In January I bought a big old brick house. One thing that bothered me about it was that several switches did nothing and several light fixtures didn't work. So I called in a real electrician. He found that all the 3-ways and 4-ways were wired wrong. One 4-way had one IN traveler wired to the OUT side, so when you flipped the switch it sent the current back to the 3-way; there was no way to get power to the light fixture. After that was fixed, he found that one end had a single-throw double-pole switch instead of a 3-way, so it turns the hall lights off and keeps them off regardless of the other switches in the circuit.
There was an overhead tube fluorescent fixture in the under-stair half-bath that I kept bumping against with my head, so I removed it. I found it plugged in to a receptacle placed across a flat octagon box concealed, loose, above the ceiling. Also plugged in was one of the wall receptacles. Ungrounded, of course. So the receptacle was off when the light was off.
Some receptacles in the kitchen and 5th bedroom didn't work. I thought the problem was a dead GFCI, but they turned out to be wired in series with the attic receptacles, which are controlled by a switch in the attic stairwell. So if the coffeemaker doesn't work, you run upstairs and see if somebody has flipped both switches off when leaving the attic and turning off the lights.
At one time somebody installed several surface-mount receptacles, one being fed through a PVC conduit drilled through the bricks and carried up the side of the house.
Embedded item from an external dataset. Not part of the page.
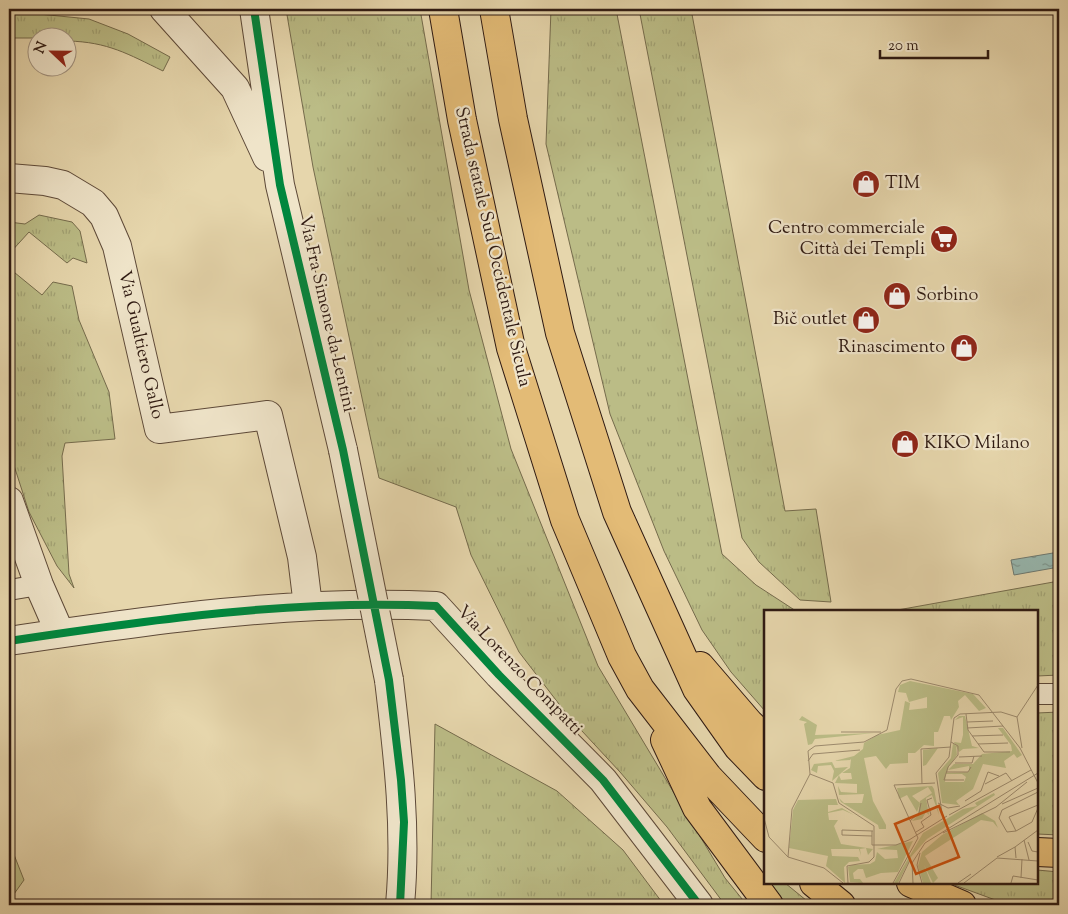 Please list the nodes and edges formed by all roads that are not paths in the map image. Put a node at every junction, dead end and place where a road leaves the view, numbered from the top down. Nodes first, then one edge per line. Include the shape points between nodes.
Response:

Two others are inside the pantry closet. Turns out each of the two is on its own circuit. So nearly all the upstairs L & R's are on one circuit, and we can pull 40 amps through the pantry closet.
The back-parlor overhead light is controlled by two switches, but they aren't 3-ways. Each feeds two of the four bulbs in the fixture. So you can't turn it off when leaving the room.
The dining-room chandelier was controlled by two dimmers wired in parallel. I had 3-ways installed with a new cable.
I still have four switches that do nothing. Two of them have power, two don't.
Total count for the house is 56 lights, 70 receptacles, and 47 switches. I replaced the 100-amp panel with a 200-amp. The old main breaker was partly melted.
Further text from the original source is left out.